If 0 (def), the top 5\% are selected.
}
  \item{seed}{
initialization seed for the random generator (if set to 0(def.) no inizialization is performed)
}
  \item{fold.partition}{
vector of size nrow(data) with values in interval \eqn{[0,kk)}. The values indicate the fold of the cross validation of each example. If NULL (default) the folds are randomly generated.
}
  \item{ncores}{
number of cores. If 0, the max number of cores - 1 is selected
}
  \item{file}{
 name of the file where the cross-validated hyperSMURF models will be saved. If file=="" (def.) no model is saved.
}
}
\details{
The cross-validation is performed by randomly constructing the folds (parameter \code{fold.partition} = NULL) or using a set of predefined folds listed in the parameter vector \code{fold.partition}. The cross validation is performed by training and testing in parallel the base random forests. To this end the parameter \code{ncores} allows to choose the number of cores to be used. Note that by selecting a large number of cores a larger primary memory is needed, and this can be an issue if the data to be analyzed are relatively large with respect to the available RAM memory.

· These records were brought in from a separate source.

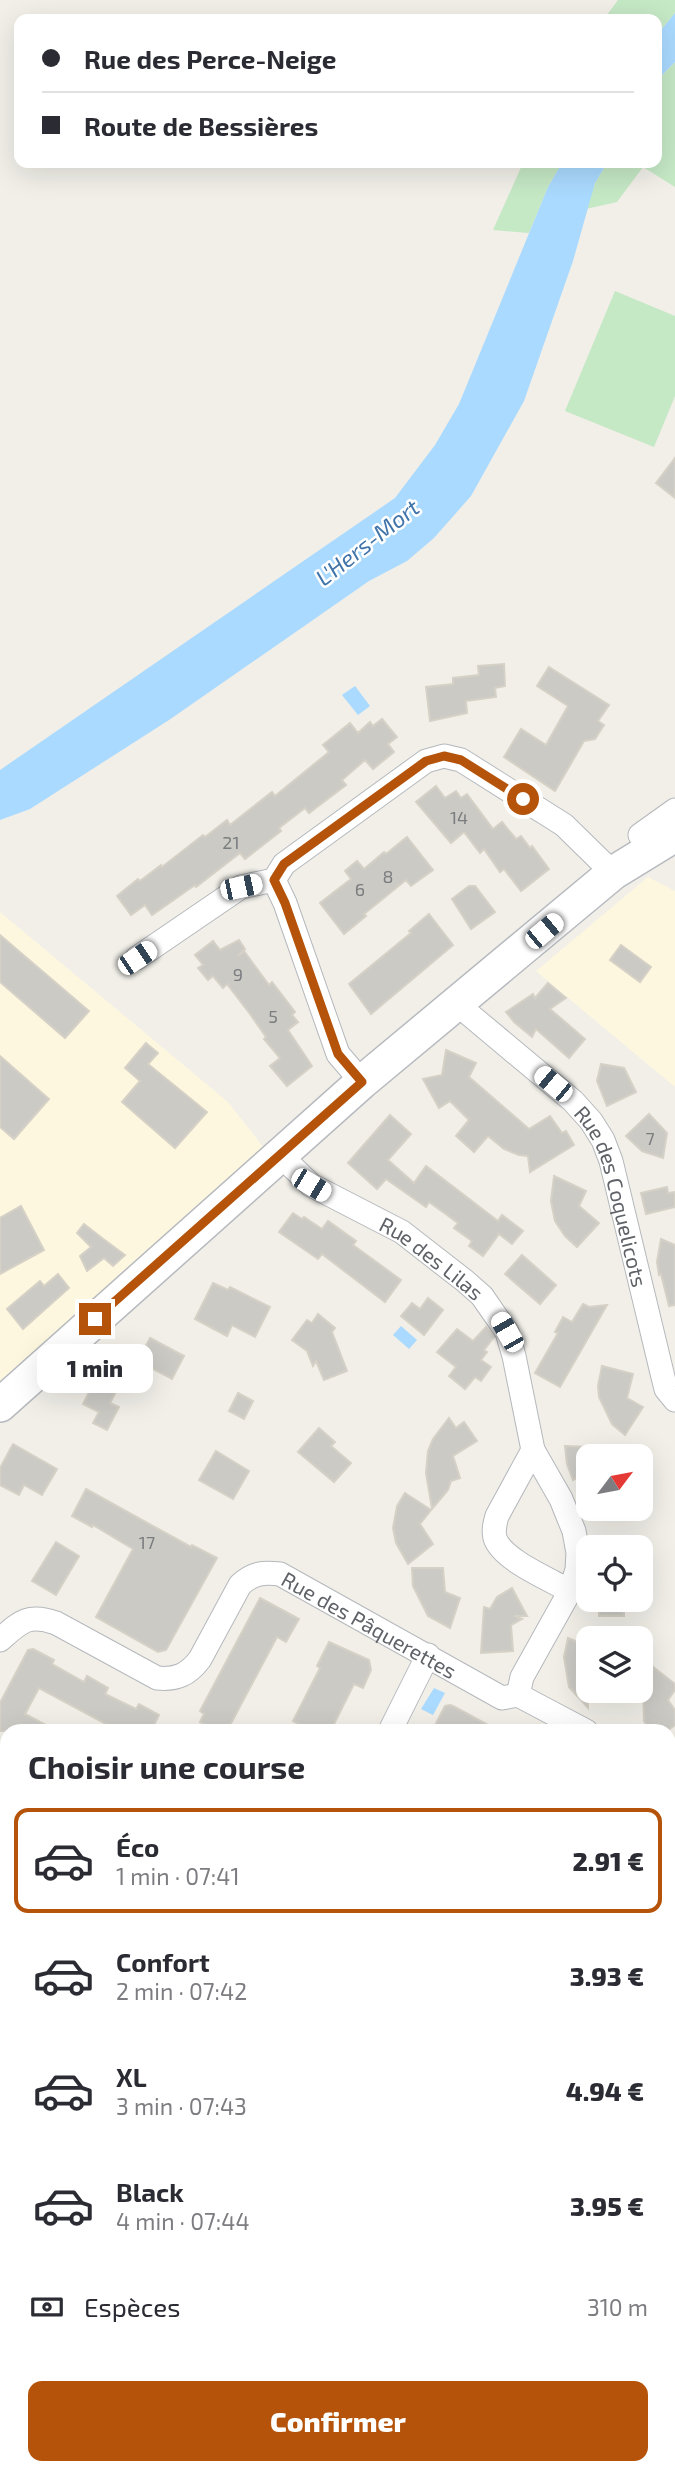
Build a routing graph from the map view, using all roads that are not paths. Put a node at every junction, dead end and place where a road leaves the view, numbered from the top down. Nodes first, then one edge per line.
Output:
1 (675, 810) edge
2 (640, 835) dead end
3 (675, 835) edge
4 (613, 873) junction
5 (274, 880) junction
6 (137, 958) dead end
7 (458, 1002) junction
8 (362, 1082) junction
9 (279, 1154) junction
10 (675, 1400) edge
11 (0, 1405) edge
12 (533, 1450) junction
13 (570, 1591) junction
14 (0, 1640) edge
15 (428, 1655) junction
16 (518, 1695) junction
17 (394, 1724) edge
18 (573, 1724) edge

1 - 2 street
3 - 4 main road
4 - 5 street
4 - 7 main road
5 - 6 street
5 - 8 street
7 - 8 main road
7 - 10 street, Rue des Coquelicots
8 - 9 main road
9 - 11 main road
9 - 12 street, Rue des Lilas
12 - 13 street, Rue des Lilas
12 - 13 street
13 - 16 street, Rue des Lilas
14 - 15 street, Rue des Pâquerettes
15 - 16 street, Rue des Pâquerettes
15 - 17 street
16 - 18 street

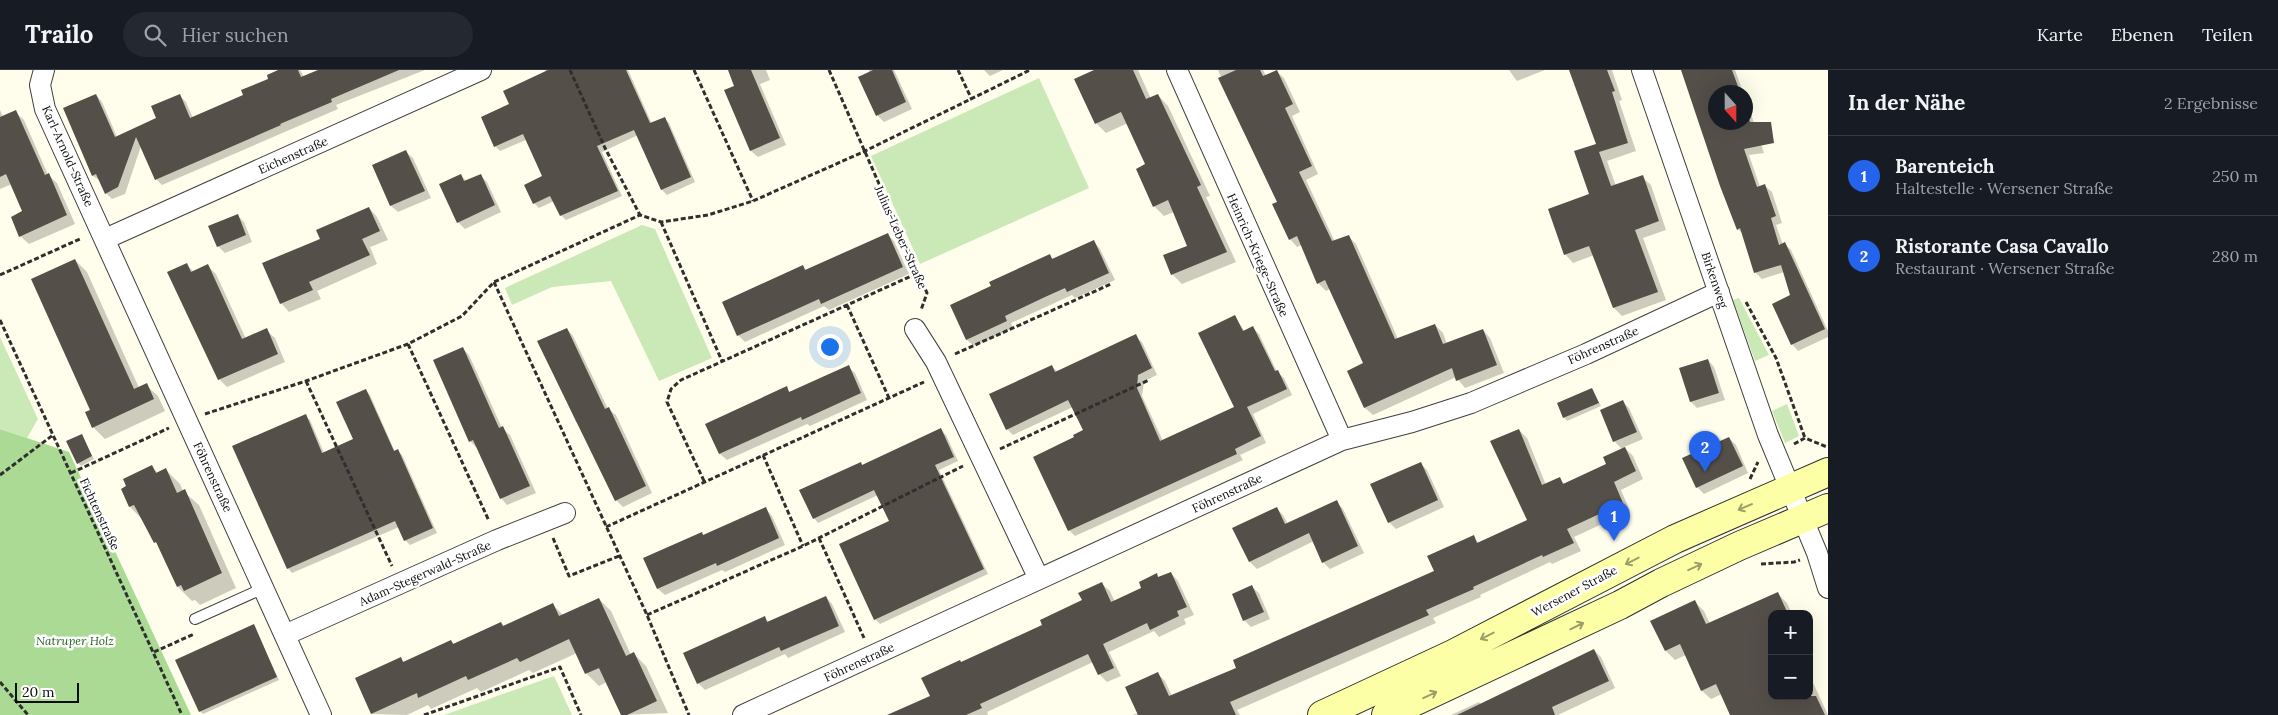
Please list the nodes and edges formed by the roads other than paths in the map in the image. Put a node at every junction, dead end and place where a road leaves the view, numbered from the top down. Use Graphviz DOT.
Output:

At each step of the cross validation a subset of features is selected on the traning set by choosing the features most correlated (according to the Pearson correlation) with the response variable and then the selected features are used to train and test the hyper-ensemble.
}
\value{
a vector with the cross-validated hyperSMURF probabilities (hyperSMURF scores).
}


\seealso{
\code{\link{hyperSMURF.cv}}, \code{\link{hyperSMURF.cv.parallel}}
}
\examples{
d <- imbalanced.data.generator(n.pos=10, n.neg=400, n.features=10, 
                                n.inf.features=2, sd=0.3, seed=1);
if (requireNamespace("foreach", quietly = TRUE) && 
                     requireNamespace("doParallel", quietly = TRUE)) 
    res<-hyperSMURF.corr.cv.parallel (d$data, d$labels, kk=2, n.part=3, fp=1, ratio=2, k=5, 
	      ntree=7, mtry=2, n.feature=4, seed = 1, fold.partition=NULL, ncores=2, file="");
}